College freshman eagerly seek the help of college counselors and take wide-ranging prescription drugs to combat feelings of crushing anxiety.

Oddly, all this stress is for naught. Earlier this month the Social Science Research Council put out its own report indicating that college students didn't actually learn much in college. Some 45 percent of students showed no improvement in critical thinking or complex reasoning from the beginning of college to the end of their freshman years.

Some took this to mean that college courses were too easy. George Leef of the John William Pope Center for Higher Education Policy wrote that,

At many colleges and universities, students who are academically weak and disengaged constitute the bulk of the student body, enjoying themselves at the expense of their families and taxpayers. Wishing to keep such "students" happy and enrolled, many schools have acquiesced in or even encouraged the faculty to lower academic standards.

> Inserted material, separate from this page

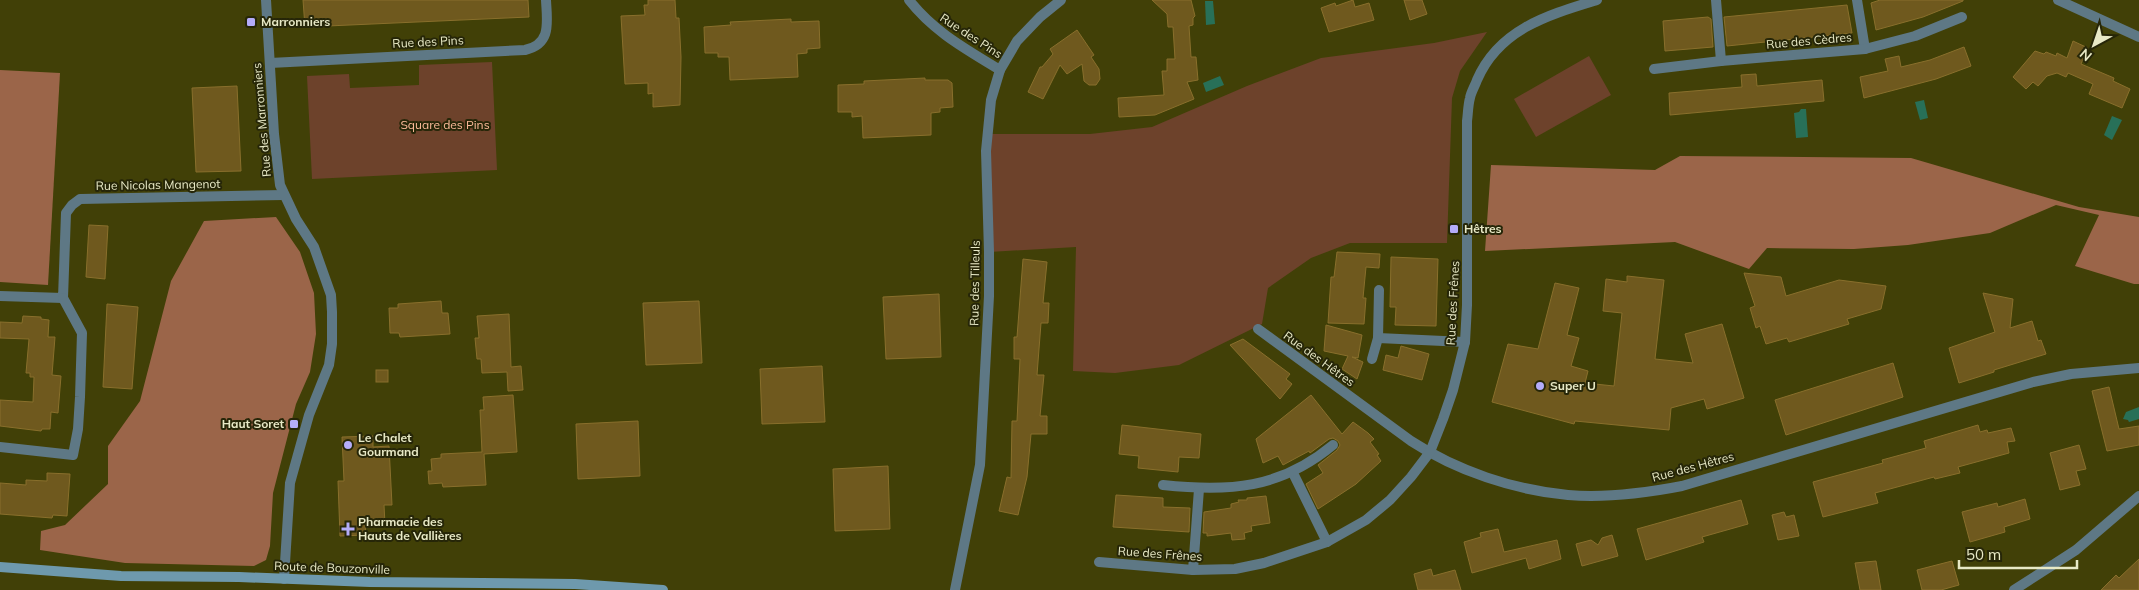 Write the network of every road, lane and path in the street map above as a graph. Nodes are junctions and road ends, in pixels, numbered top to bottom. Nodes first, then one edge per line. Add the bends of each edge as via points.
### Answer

High grades are encouraged lest students get angry and drop out when graded on their true performance. Intellectually vapid courses and programs that will attract customers have proliferated.

Slackers, right. Wait, then why are kids so stressed out?

In fact, people like Leef are largely wrong. Actually college courses are very demanding; they're just not very good.

Most college freshmen now spend the majority of their class time in soul-crushing courses that are bewilderingly large. Survey courses at universities of significant size now routinely contain 200 or 300 students.

In classes like these, the whole grade is generally determined by the midterm and the final examination, exclusively. This means that no one cares if you're learning the material from week to week and it's hard to address any initial problems encountered. It encourages cramming and discourages further inquiry or independent study.

So yea, these courses are really hard and very stressful. But let's not confuse difficult with valuable. Large survey courses are also pretty bad at imparting students with actual knowledge and skills.

We shouldn't be surprised that this isn't working very well.